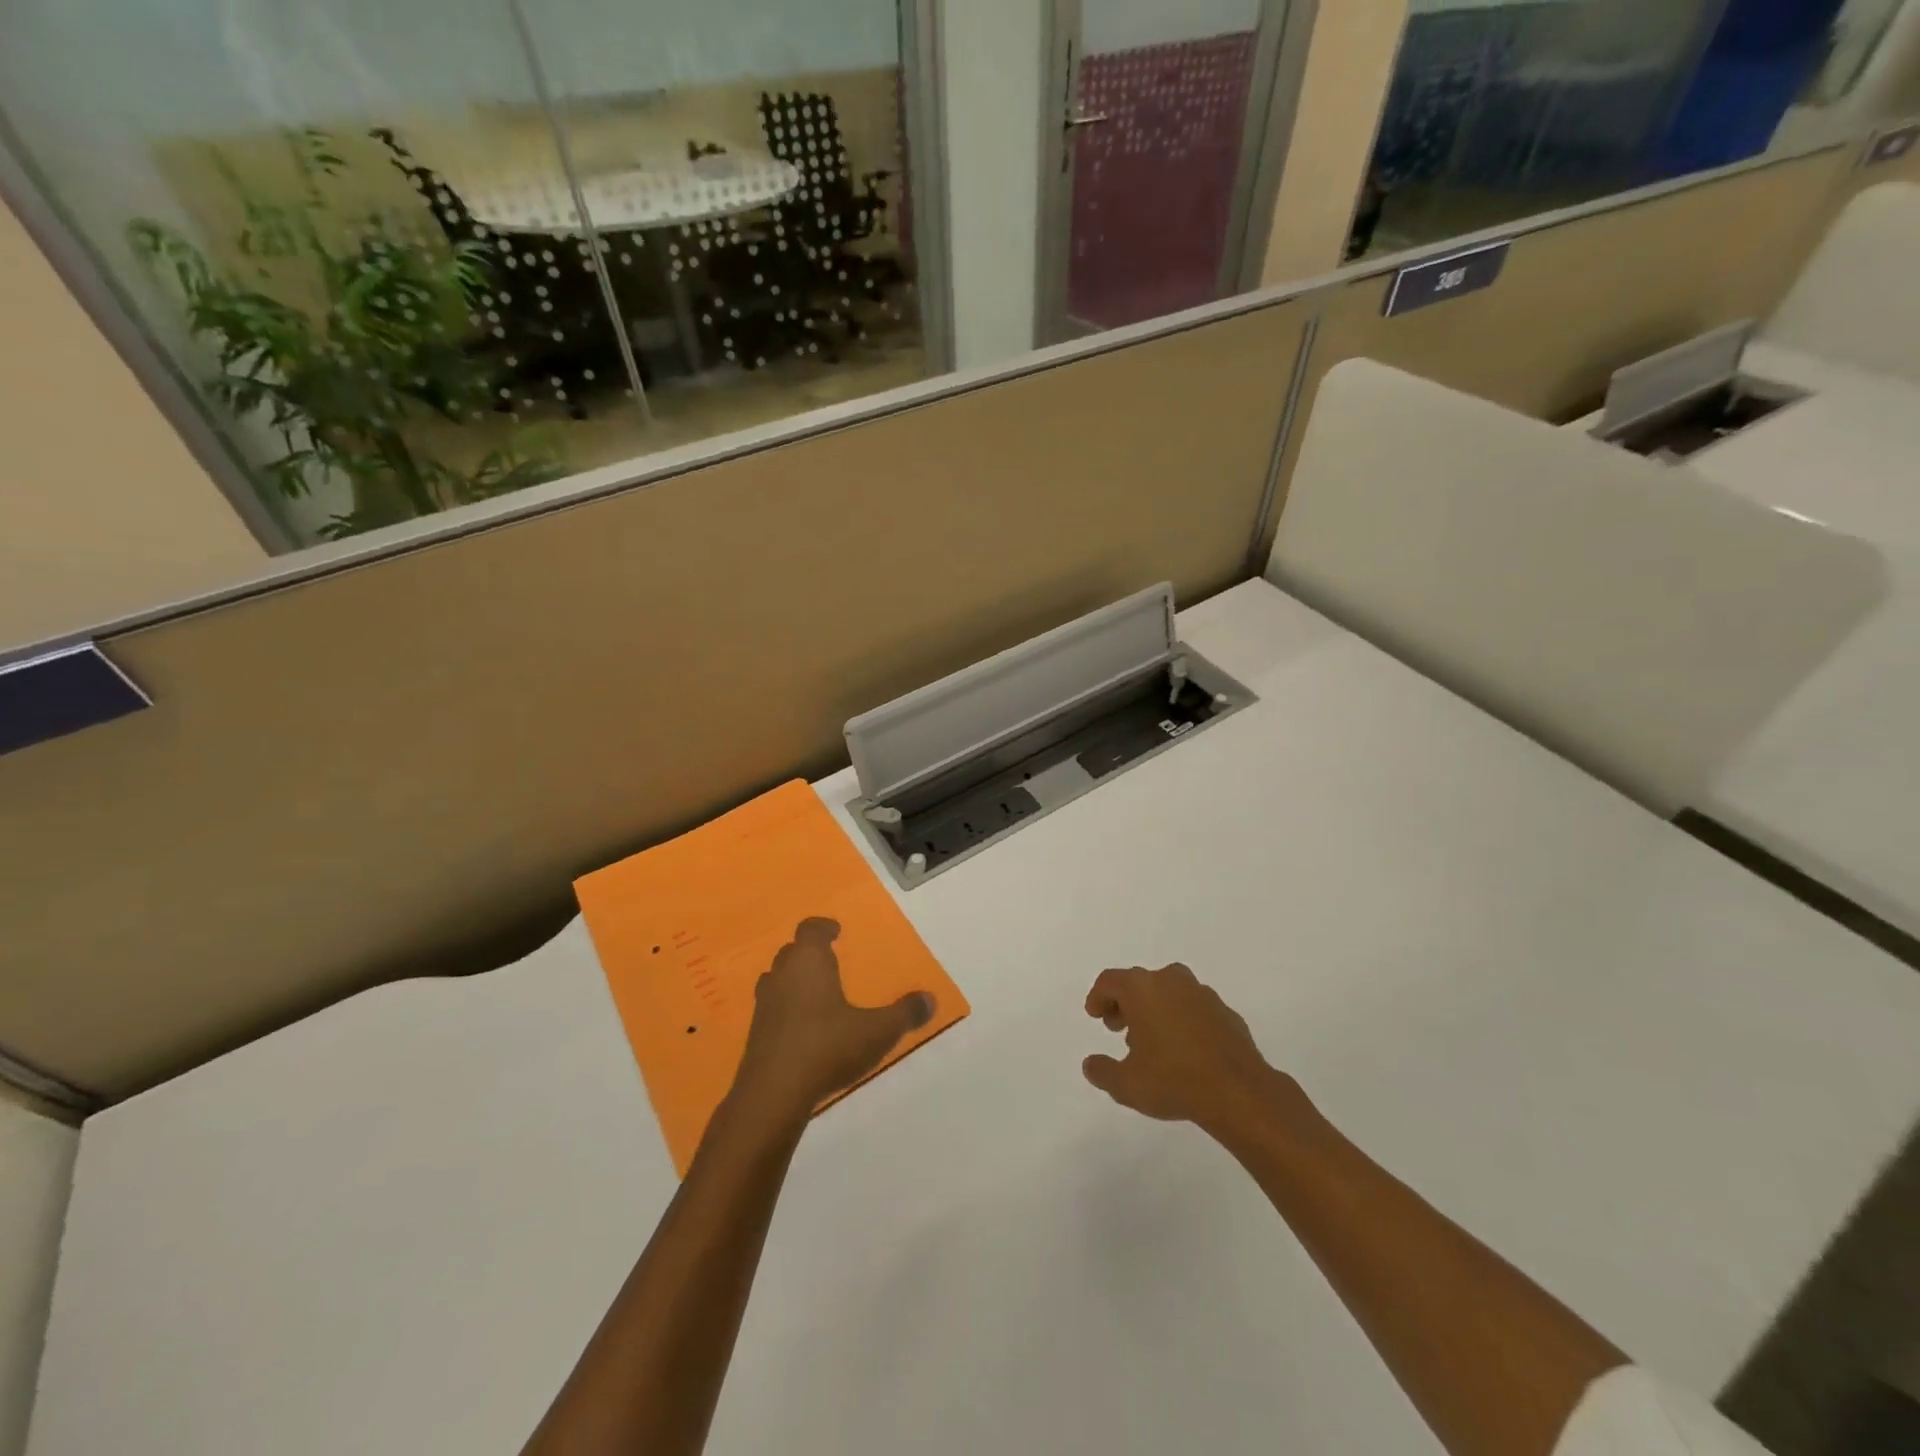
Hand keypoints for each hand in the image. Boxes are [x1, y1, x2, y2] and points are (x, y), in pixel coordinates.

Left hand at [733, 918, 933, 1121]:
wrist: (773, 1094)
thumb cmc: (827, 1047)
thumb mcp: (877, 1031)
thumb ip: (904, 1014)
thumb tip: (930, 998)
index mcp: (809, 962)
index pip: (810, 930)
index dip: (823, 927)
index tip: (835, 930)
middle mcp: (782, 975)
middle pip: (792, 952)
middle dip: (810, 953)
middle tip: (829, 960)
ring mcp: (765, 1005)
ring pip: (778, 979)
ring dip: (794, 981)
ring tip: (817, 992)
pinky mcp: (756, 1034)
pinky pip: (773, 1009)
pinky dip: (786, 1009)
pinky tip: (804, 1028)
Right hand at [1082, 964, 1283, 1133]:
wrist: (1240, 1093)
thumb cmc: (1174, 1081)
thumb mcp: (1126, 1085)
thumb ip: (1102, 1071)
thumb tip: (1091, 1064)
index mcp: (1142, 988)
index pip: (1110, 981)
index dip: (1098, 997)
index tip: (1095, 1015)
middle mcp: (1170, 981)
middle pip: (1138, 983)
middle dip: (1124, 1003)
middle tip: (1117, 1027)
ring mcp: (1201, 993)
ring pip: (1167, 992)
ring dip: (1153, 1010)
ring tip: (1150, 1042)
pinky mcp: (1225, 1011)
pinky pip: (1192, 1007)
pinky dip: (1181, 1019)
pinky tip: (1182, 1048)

---+---

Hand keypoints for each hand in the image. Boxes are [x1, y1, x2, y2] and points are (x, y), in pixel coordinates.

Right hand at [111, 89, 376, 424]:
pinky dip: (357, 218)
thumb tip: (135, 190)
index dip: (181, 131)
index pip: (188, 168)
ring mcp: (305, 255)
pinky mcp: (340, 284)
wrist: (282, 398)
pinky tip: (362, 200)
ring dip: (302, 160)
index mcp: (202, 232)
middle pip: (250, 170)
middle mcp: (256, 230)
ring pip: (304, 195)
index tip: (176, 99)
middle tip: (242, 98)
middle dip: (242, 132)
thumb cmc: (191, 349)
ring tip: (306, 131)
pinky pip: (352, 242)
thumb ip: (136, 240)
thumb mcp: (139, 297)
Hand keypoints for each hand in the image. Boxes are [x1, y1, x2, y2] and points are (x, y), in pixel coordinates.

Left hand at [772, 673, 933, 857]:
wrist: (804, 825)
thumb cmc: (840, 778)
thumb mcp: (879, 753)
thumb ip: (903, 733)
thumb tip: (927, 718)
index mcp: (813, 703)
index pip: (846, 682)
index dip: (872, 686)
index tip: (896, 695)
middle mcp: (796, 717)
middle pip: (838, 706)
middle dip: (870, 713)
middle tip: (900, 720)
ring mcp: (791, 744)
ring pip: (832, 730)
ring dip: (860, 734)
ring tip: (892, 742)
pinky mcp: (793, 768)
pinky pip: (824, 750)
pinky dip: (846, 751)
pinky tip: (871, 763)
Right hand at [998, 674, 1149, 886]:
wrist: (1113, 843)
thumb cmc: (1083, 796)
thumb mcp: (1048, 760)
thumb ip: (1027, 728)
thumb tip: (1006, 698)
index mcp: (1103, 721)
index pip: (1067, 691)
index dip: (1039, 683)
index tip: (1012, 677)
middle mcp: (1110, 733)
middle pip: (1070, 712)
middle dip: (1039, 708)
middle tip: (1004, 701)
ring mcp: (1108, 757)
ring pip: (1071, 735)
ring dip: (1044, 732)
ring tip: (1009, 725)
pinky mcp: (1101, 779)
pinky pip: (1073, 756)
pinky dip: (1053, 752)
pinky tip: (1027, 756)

---+---

Referring to the material above, set down exactly the lines between the line with "ring mcp: (1201, 993)" and the line with "pinky tip: (1182, 1048)", inclusive, and no other lines.

ring mcp: (1201, 993)
ring pip: (1167, 992)
ring dip: (1153, 1010)
ring tip: (1150, 1042)
pinky mcp: (1225, 1011)
pinky pip: (1192, 1007)
pinky dip: (1181, 1019)
pinky tip: (1182, 1048)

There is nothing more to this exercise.